It was primarily thanks to his disciples such as Rachid...
It was primarily thanks to his disciples such as Rachid Ghannouchi and other North African thinkers that mainstream Islamic movements gradually, though sometimes reluctantly, relinquished old positions on this matter. Malik Bennabi, who according to Ghannouchi, 'undoubtedly represents an element of the Islamic culture of rationalism and particularly a revival of Ibn Khaldun's historical culture of rationalism', had a profound influence on the Tunisian Islamic group.
The two men's first encounter came when, on his way back from Paris to Tunis, Ghannouchi traveled by land through Spain, Morocco and Algeria where he visited Bennabi before entering Tunisia.
He had read his books in Damascus when he, as he put it, returned to Islam.[^67] Having read Sayyid Qutb during his student years in Syria and France, and having been greatly influenced by his thoughts during that initial period of self- searching, he listened attentively to Bennabi as he strongly criticized Qutb.
The latter had actually referred to Bennabi in one of his writings without mentioning his name: 'An Algerian writer who writes on Islam believes that Islam is one thing and civilization is another.' Bennabi was seemingly offended by Qutb's remark that he believed was demeaning. After listening to the critique, Ghannouchi concluded that Bennabi had deeper knowledge and a better understanding of civilization than Qutb.
Bennabi believed that 'whereas civilization is the transformation of any good idea into a reality, Islam is a set of guidelines, a way of life, or a project, that creates a civilization only when put into practice; when its adherents carry it and move through the world positively influencing man, material and time.
Therefore, a Muslim may be uncivilized just as a non-Muslim may be civilized.'[^68] On the other hand, Qutb insisted that civility is a synonym of Islam; that a Muslim is civilized and a non-Muslim is not.
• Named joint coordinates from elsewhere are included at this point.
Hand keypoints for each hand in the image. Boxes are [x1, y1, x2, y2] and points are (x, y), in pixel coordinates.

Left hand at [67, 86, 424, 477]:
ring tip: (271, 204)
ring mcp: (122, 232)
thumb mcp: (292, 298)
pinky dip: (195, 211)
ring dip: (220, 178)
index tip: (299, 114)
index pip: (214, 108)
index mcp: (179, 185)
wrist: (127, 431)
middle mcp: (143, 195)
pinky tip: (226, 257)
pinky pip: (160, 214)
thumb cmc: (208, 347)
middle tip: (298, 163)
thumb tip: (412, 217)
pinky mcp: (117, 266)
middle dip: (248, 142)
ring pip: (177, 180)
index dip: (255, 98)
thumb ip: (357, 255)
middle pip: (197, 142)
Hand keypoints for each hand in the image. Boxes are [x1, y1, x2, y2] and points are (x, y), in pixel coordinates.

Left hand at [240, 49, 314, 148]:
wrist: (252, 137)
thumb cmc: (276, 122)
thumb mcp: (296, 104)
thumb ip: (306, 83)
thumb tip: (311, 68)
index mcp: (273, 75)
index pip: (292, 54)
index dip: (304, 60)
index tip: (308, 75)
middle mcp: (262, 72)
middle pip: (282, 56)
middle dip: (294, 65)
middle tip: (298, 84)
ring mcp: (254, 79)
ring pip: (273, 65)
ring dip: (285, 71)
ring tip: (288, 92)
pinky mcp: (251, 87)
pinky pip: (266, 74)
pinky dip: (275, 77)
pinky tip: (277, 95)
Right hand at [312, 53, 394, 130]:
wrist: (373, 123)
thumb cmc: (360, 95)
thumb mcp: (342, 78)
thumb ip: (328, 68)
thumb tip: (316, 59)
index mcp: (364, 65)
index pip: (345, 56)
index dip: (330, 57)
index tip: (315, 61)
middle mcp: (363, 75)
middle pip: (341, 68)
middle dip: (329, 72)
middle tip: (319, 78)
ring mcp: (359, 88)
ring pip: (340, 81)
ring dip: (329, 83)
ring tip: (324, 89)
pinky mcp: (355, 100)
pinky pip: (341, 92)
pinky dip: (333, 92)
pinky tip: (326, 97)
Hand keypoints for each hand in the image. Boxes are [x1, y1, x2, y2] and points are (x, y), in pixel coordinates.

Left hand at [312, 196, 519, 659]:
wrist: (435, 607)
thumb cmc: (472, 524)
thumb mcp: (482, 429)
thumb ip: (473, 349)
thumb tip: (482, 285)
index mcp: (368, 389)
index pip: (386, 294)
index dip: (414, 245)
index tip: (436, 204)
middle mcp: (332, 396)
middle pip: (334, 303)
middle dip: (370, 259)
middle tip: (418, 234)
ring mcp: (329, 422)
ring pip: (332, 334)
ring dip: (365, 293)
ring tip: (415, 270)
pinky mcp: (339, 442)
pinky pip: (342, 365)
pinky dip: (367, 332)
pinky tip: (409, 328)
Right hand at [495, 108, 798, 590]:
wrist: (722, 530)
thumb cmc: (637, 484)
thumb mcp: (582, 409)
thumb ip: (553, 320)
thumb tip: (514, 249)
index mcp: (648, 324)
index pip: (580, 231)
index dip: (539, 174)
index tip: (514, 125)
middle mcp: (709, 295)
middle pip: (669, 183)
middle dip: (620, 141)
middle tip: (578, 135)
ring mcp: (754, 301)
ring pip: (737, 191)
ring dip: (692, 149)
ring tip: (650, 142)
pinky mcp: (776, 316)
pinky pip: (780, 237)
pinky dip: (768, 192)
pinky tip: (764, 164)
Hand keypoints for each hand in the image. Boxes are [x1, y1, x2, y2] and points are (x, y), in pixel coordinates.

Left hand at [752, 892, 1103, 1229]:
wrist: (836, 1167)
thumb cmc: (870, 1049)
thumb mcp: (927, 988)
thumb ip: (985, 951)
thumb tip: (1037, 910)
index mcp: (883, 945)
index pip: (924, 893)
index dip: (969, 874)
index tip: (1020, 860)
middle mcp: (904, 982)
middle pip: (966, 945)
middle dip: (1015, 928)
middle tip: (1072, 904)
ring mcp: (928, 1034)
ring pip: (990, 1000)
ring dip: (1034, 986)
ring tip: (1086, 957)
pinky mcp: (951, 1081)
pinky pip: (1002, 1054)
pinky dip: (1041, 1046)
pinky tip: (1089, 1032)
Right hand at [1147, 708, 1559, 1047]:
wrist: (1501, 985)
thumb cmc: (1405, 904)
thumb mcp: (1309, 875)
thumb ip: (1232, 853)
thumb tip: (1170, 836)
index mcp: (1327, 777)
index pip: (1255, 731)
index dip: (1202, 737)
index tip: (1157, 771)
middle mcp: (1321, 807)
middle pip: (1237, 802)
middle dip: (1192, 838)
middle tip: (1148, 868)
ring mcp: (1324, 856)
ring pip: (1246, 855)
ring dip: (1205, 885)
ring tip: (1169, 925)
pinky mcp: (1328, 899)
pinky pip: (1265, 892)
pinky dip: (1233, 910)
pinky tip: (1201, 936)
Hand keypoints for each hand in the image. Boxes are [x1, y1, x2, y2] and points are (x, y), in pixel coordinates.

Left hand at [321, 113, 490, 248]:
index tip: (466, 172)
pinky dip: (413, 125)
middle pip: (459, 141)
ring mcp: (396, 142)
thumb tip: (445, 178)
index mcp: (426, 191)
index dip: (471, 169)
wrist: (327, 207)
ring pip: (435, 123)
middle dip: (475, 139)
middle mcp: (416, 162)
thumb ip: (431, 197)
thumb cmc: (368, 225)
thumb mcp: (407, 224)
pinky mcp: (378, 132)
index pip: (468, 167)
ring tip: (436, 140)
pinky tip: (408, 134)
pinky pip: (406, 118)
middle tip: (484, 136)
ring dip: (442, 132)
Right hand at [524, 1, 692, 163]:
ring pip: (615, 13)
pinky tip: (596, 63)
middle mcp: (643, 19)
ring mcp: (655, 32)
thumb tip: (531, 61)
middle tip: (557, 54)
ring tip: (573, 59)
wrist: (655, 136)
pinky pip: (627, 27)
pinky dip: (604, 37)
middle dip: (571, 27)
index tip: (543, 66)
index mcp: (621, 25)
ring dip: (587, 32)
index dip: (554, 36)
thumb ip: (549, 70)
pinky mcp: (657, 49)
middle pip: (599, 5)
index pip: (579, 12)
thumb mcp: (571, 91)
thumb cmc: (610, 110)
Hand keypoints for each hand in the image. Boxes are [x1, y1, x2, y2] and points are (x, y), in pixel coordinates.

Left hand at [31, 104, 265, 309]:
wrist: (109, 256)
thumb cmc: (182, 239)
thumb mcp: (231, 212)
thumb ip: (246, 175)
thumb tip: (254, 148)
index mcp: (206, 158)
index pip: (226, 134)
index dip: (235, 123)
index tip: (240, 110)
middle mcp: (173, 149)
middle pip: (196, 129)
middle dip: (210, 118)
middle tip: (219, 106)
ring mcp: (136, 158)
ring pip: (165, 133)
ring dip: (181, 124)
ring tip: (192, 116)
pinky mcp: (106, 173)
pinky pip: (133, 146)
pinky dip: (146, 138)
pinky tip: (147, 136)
'This belief', Ghannouchi comments, 'would inevitably lead to Takfir' (that is charging someone with unbelief), and goes on to say, 'Qutb seemed to have borrowed the belief of the Al-Khawarij that a person is not a Muslim unless he or she is sinless and applied it to the question of civility; that is a person is not a Muslim unless he is perfectly civilized, and therefore all those backward Muslims are infidels!'[^69] Previous…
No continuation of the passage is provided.